At the time, the Gold Medal advertising department had an all-male staff, while the home services personnel (initially charged with developing recipes and giving demonstrations) were entirely female. For a while, the advertising team responded to the letters, seeking insight from the home services staff. But advertising manager Samuel Gale thought the women writing in would rather hear from another woman, so he had his reports invent a chief of correspondence named Betty Crocker. The advertisers thought “Betty” sounded wholesome and friendly; “Crocker,” meanwhile, was a nod to the company’s recently retired director, William G. Crocker.
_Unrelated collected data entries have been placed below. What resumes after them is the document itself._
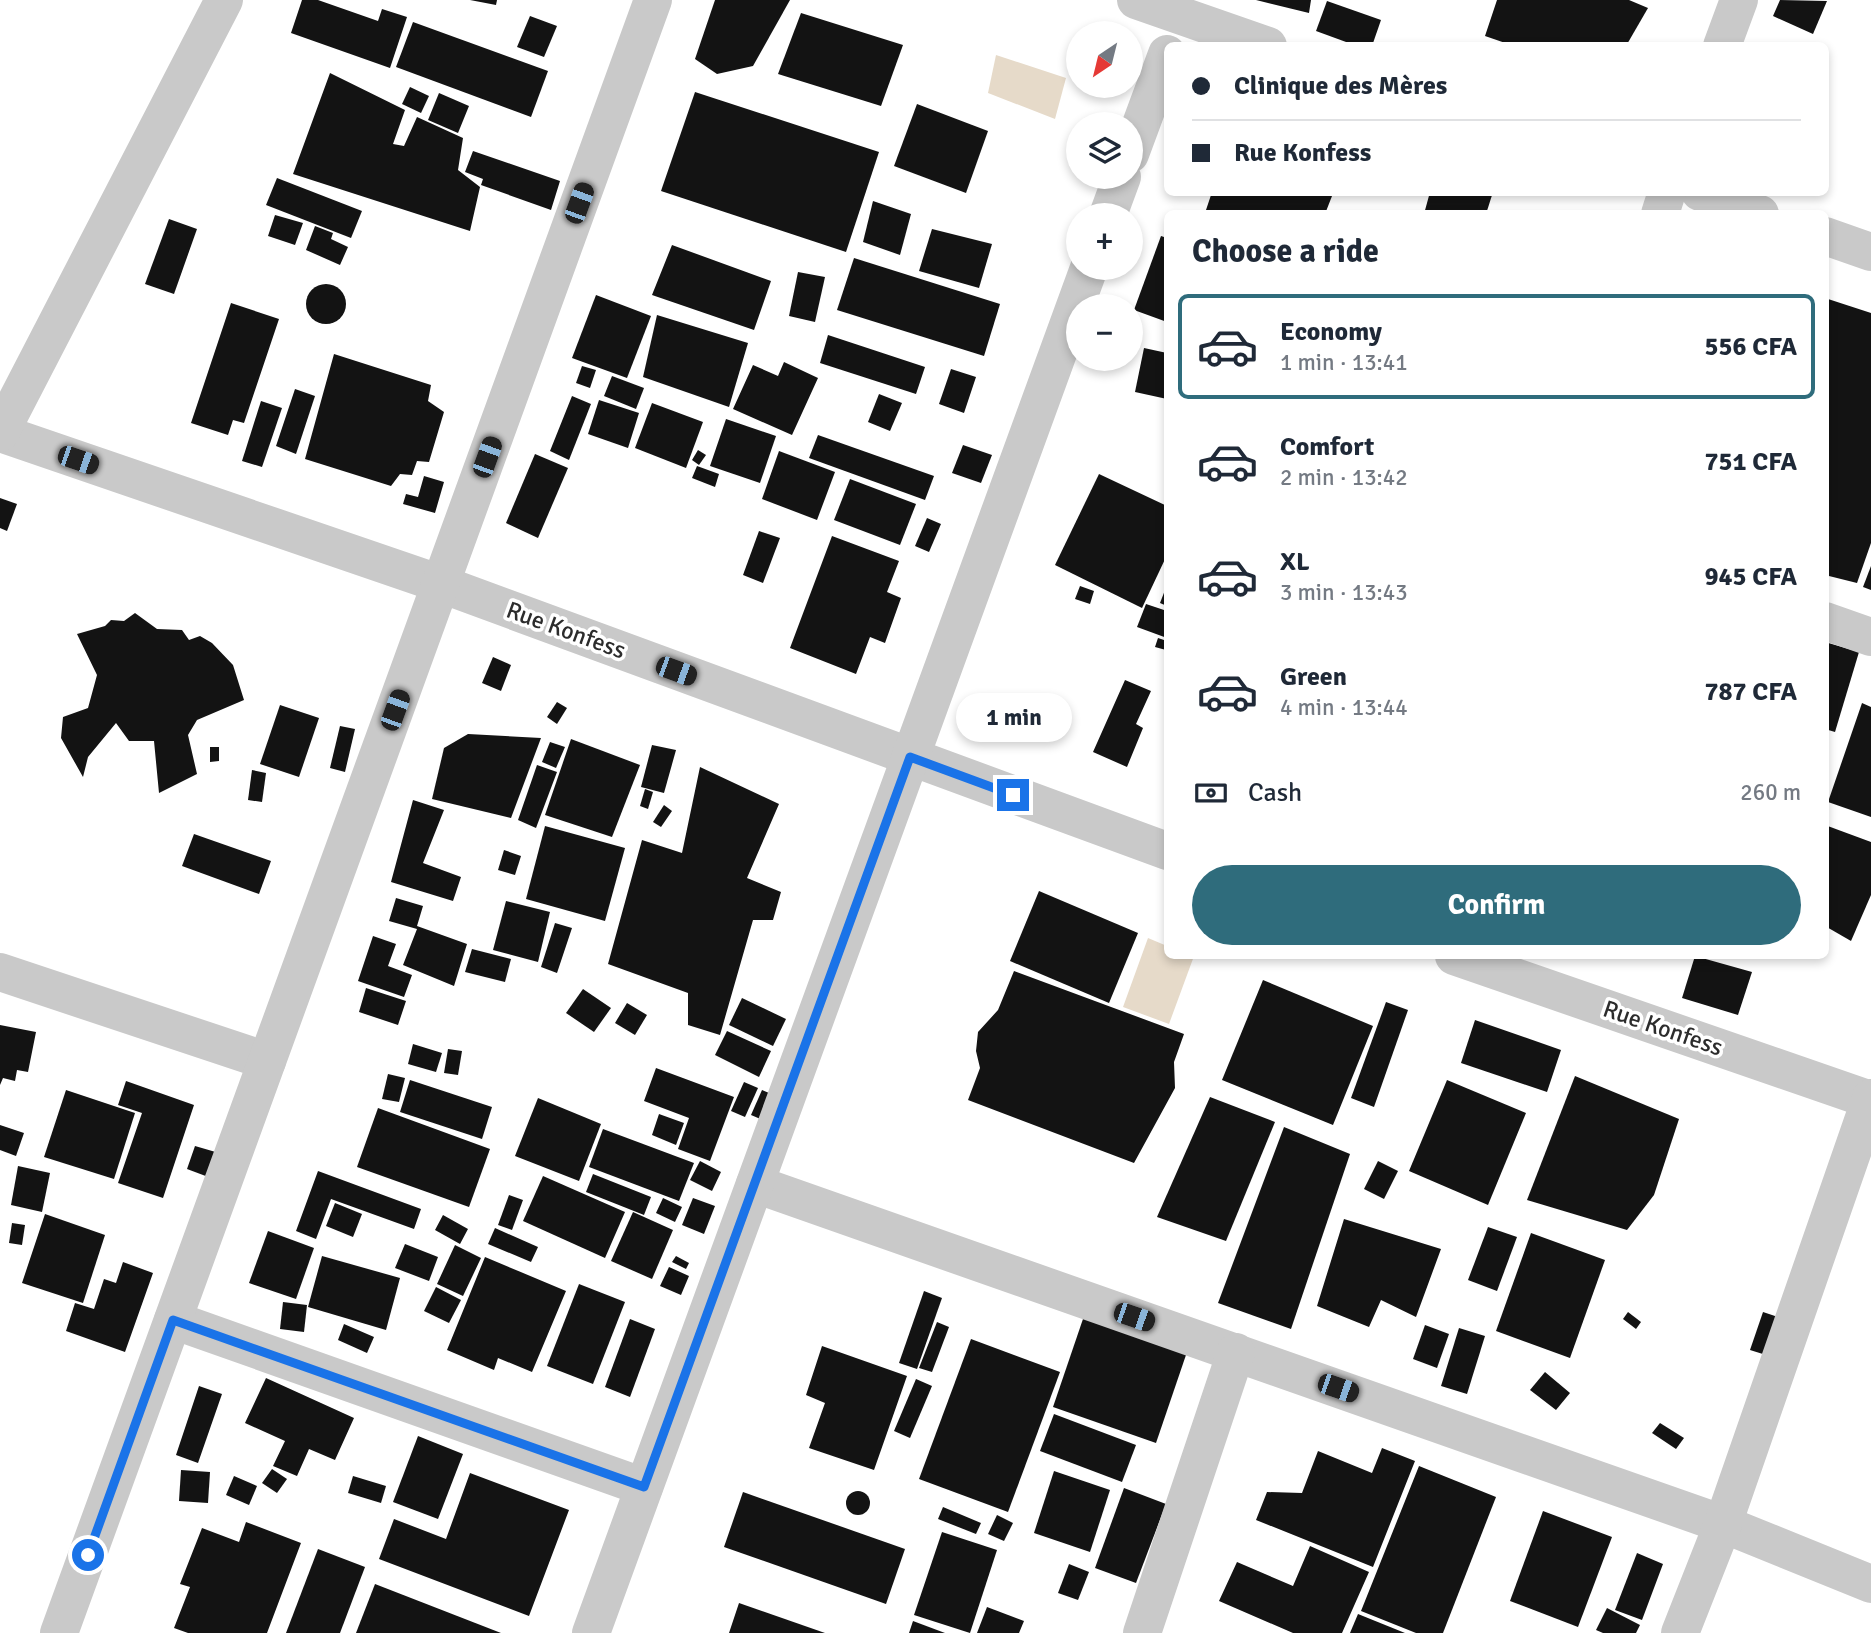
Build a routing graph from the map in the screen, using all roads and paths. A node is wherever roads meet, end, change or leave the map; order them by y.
1 (224, 0) edge
2 (653, 0) edge
3 (1136, 0) edge
4 (1739, 0) edge
5 (1180, 21) edge
6 (1254, 42) edge
7 (1723, 42) edge
8 (1164, 62) edge
9 (1143, 119) edge
10 (1711, 196) edge
11 (1749, 210) edge
12 (1829, 237) edge
13 (1871, 252) edge
14 (1085, 280) edge
15 (0, 433) edge
16 (441, 584) junction
17 (1829, 622) edge
18 (1871, 637) edge
19 (910, 757) junction
20 (1164, 851) edge
21 (1463, 959) edge
22 (0, 972) edge
23 (267, 1061) junction
24 (1871, 1099) edge
25 (755, 1184) junction
26 (173, 1320) junction
27 (1236, 1352) junction
28 (644, 1487) junction
29 (1723, 1524) junction
30 (1871, 1584) edge
31 (59, 1633) edge
32 (591, 1633) edge
33 (1142, 1633) edge
34 (1680, 1633) edge

1 - 15 street
2 - 16 street
3 - 5 street
4 - 7 street
5 - 6 street
8 - 9 street
10 - 11 street
12 - 13 street
14 - 19 street
15 - 16 street, Rue Konfess
16 - 19 street, Rue Konfess
16 - 23 street
17 - 18 street
19 - 20 street, Rue Konfess
19 - 25 street
21 - 24 street, Rue Konfess
22 - 23 street
23 - 26 street
24 - 29 street
25 - 27 street
25 - 28 street
26 - 28 street
26 - 31 street
27 - 29 street
27 - 33 street
28 - 32 street
29 - 30 street
29 - 34 street

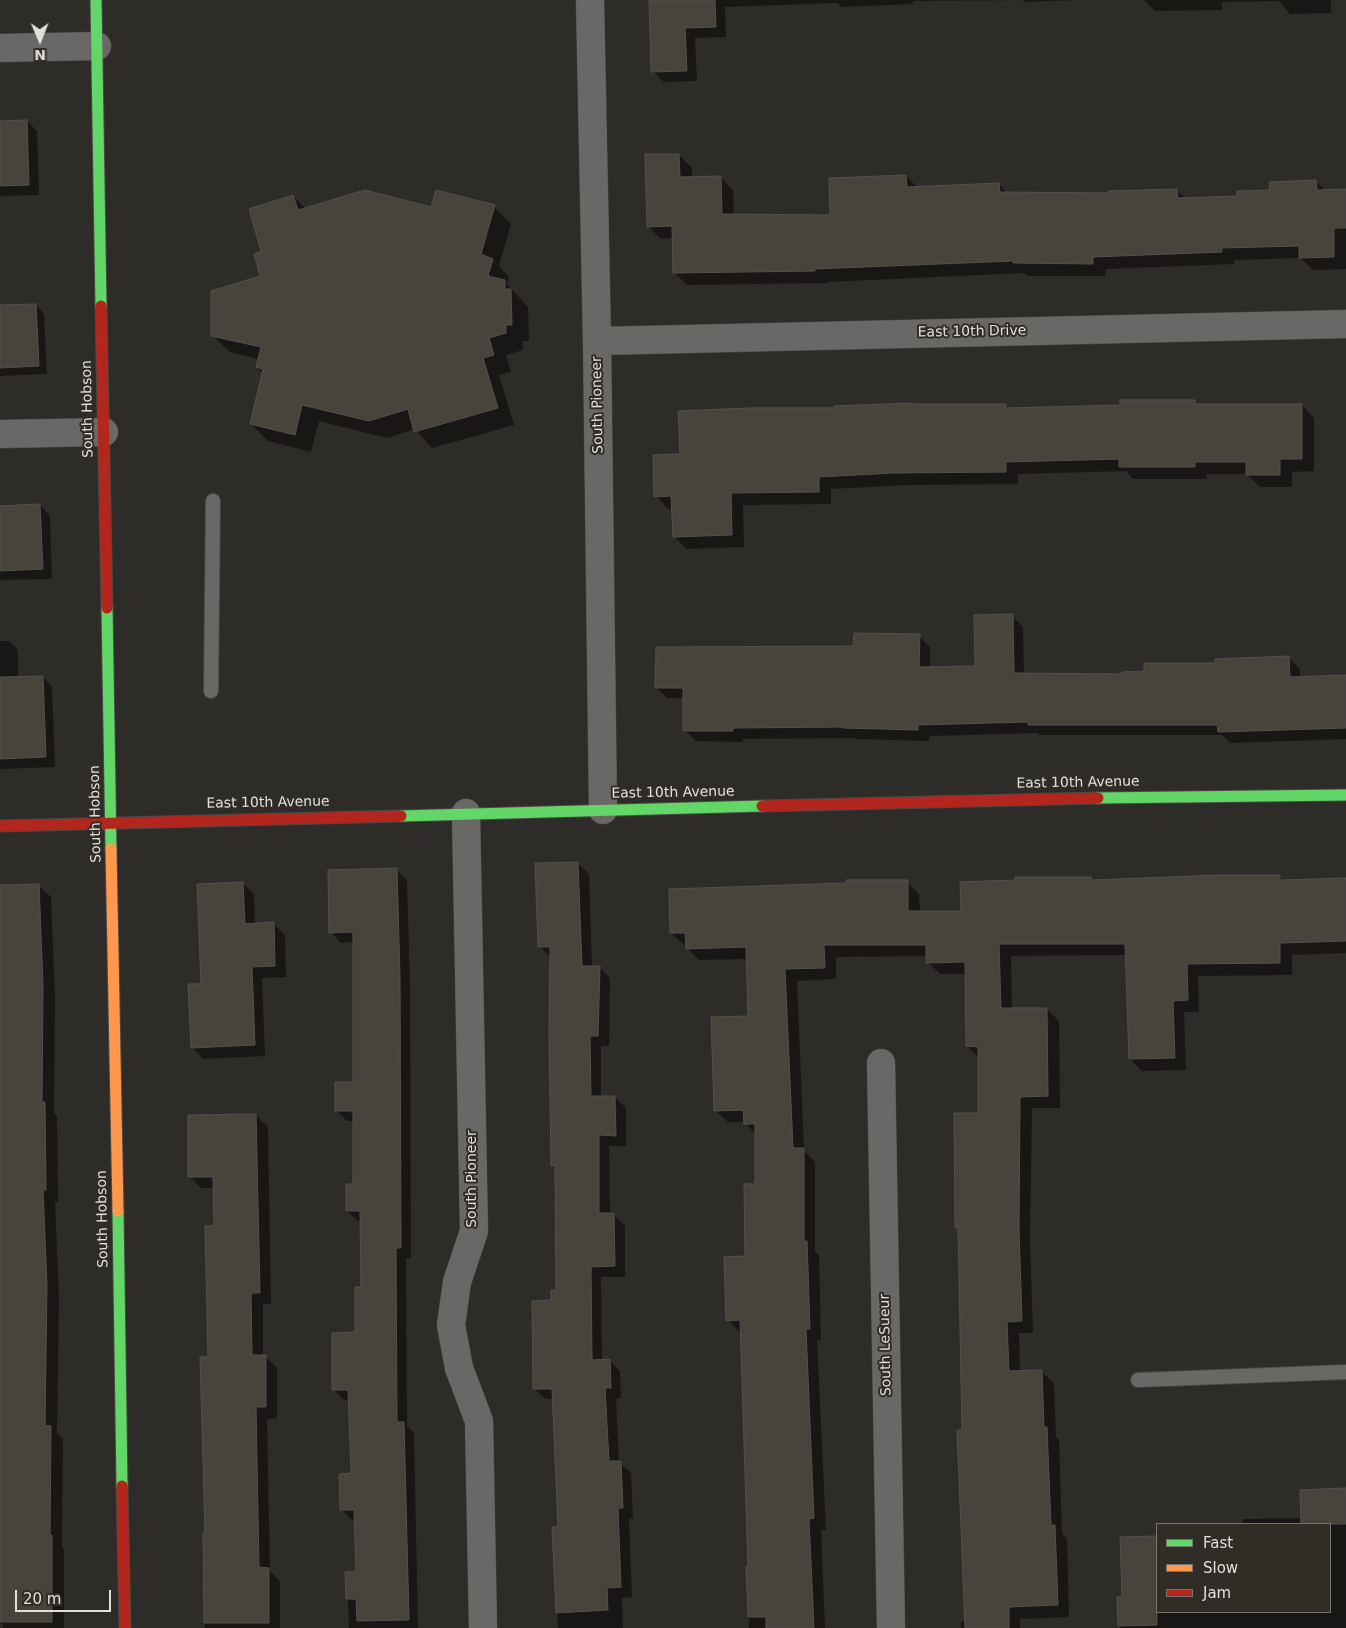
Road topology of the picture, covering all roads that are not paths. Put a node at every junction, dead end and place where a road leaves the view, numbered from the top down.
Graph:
1 (96, 0) edge
2 (590, 0) edge
3 (97, 46) junction
4 (0, 48) edge
5 (1346, 324) edge
6 (597, 341) junction
7 (104, 432) junction
8 (0, 434) edge
9 (213, 501) dead end
10 (211, 691) dead end
11 (1346, 795) edge
12 (603, 810) junction
13 (466, 813) junction
14 (111, 822) junction
15 (0, 826) edge
16 (881, 1063) dead end
17 (1346, 1372) edge
18 (1138, 1380) dead end
19 (125, 1628) edge
20 (483, 1628) edge
21 (891, 1628) edge

1 - 3 street, South Hobson
2 - 6 street, South Pioneer
3 - 4 street
3 - 7 street, South Hobson
5 - 6 street, East 10th Drive
6 - 12 street, South Pioneer
7 - 8 street
7 - 14 street, South Hobson
9 - 10 lane
11 - 12 street, East 10th Avenue
12 - 13 street, East 10th Avenue
13 - 14 street, East 10th Avenue
13 - 20 street, South Pioneer
14 - 15 street, East 10th Avenue
14 - 19 street, South Hobson
16 - 21 street, South LeSueur
17 - 18 lane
Betty Crocker was once affiliated with a lifestyle magazine called “Zest.”
From 1972 to 1975, General Mills partnered with Forum Communications on “Sphere,” a monthly periodical featuring food, fashion, and crafts. The magazine eventually parted ways with Betty Crocker when it proved too hard to sell ads to other companies.
Beginning in 1924, a new Washburn-Crosby home economist named Marjorie Child Husted voiced (and wrote) the Betty Crocker character on daytime radio’s first cooking show, “Betty Crocker Cooking School of the Air.” Although the show was based in Minneapolis, national distribution soon followed — as did hundreds of marriage proposals. Among the longest-running radio broadcasts in U.S. history, “Betty Crocker Cooking School of the Air” lasted for 24 years, even overlapping with “Our Nation’s Rations,” a 1945 program Betty Crocker (Husted) hosted at the request of the U.S. Office of War Information (the show was devoted to helping home cooks make the most of rationed foods).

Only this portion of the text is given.